## WORK ORDER:
From the data, return each line holding the word "آزادی".

*** RECORDS SUPPLIED Section Begins ***

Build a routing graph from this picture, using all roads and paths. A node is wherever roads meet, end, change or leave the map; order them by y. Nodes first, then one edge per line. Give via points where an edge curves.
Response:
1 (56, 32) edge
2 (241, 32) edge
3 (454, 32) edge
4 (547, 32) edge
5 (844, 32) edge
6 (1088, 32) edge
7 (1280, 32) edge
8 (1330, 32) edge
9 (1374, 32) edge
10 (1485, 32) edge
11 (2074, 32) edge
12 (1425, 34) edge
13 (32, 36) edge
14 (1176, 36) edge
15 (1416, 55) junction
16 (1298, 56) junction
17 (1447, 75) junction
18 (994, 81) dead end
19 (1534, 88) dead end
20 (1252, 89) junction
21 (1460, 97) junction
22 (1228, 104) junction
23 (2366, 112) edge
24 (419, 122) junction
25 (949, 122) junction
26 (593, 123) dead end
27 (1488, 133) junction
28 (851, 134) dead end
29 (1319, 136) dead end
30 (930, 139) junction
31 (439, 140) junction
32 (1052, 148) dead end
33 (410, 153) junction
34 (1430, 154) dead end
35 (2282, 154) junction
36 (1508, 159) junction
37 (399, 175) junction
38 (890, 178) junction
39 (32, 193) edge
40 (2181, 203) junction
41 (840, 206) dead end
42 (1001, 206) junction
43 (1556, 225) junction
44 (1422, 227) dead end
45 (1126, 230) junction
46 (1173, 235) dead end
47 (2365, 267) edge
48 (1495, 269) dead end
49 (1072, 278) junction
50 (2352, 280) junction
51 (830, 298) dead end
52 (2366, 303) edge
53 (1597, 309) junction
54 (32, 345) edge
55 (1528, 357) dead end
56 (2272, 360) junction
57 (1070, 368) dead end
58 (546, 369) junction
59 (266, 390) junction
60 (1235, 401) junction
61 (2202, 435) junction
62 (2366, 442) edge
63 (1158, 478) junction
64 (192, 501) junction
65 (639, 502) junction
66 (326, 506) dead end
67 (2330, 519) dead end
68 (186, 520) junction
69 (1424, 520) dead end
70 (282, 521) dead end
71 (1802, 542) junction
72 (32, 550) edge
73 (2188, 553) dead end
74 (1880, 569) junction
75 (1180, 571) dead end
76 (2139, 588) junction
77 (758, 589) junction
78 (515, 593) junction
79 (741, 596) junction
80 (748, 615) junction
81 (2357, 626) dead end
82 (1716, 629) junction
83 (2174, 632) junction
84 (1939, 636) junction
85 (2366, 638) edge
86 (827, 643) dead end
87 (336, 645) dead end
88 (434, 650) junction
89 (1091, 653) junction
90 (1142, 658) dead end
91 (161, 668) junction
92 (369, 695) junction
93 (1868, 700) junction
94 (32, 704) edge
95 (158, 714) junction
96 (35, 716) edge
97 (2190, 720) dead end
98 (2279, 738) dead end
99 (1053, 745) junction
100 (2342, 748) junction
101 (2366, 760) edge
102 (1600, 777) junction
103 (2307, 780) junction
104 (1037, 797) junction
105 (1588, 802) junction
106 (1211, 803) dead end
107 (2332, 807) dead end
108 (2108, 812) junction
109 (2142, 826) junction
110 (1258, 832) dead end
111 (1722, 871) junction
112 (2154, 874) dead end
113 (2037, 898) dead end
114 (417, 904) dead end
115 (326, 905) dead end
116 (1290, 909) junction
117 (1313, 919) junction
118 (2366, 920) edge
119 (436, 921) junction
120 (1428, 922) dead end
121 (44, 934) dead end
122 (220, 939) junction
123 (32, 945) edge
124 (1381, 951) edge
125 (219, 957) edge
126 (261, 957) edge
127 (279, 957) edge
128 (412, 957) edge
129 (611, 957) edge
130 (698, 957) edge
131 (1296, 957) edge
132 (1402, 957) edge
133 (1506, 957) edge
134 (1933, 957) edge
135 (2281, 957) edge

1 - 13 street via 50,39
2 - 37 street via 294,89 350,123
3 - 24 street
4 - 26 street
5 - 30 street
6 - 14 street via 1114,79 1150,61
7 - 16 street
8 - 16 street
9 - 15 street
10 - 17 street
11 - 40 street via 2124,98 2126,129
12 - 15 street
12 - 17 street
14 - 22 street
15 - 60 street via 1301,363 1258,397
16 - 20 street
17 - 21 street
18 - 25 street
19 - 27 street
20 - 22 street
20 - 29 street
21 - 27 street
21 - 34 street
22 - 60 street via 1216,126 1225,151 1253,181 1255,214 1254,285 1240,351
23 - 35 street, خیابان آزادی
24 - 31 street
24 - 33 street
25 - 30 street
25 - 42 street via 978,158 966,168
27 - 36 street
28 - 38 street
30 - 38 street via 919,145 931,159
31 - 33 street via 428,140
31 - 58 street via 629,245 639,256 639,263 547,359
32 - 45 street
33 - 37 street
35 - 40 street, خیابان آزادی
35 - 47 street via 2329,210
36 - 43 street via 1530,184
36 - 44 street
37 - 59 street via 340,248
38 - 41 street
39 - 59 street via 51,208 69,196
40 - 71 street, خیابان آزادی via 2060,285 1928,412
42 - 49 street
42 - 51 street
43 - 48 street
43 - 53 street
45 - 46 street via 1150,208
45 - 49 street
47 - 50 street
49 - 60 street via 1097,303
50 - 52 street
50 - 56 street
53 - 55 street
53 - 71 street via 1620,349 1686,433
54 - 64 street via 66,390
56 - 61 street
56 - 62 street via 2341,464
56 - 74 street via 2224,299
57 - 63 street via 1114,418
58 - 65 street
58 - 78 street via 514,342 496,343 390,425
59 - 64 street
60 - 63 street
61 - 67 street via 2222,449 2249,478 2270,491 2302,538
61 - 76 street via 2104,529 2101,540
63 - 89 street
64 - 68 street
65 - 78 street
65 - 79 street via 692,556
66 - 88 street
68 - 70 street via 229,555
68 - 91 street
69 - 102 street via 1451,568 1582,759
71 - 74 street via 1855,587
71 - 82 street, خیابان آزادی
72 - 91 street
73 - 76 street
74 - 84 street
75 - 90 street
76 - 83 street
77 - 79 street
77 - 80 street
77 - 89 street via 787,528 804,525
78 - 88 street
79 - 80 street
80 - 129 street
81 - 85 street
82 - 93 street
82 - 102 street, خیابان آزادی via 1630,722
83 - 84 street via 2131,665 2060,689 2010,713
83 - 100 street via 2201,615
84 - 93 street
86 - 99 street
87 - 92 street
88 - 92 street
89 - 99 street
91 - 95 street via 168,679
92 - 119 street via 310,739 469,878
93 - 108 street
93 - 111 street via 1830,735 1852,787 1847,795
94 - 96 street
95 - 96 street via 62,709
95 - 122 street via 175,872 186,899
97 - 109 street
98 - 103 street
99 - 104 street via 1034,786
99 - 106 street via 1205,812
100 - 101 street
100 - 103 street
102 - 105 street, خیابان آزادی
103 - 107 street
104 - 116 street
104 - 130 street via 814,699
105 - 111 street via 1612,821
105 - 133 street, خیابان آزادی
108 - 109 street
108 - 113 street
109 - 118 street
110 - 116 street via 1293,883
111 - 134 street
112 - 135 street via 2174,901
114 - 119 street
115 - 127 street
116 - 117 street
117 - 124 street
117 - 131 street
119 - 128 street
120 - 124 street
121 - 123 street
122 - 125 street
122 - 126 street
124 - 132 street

*** RECORDS SUPPLIED Section Ends ***

## SOLUTION BELOW:
23 - 35 street, خیابان آزادی
35 - 40 street, خیابان آزادی
40 - 71 street, خیابان آزادی via 2060,285 1928,412
71 - 82 street, خیابان آزادی
82 - 102 street, خیابان آزادی via 1630,722
102 - 105 street, خیابان آزادی
105 - 133 street, خیابان آزادی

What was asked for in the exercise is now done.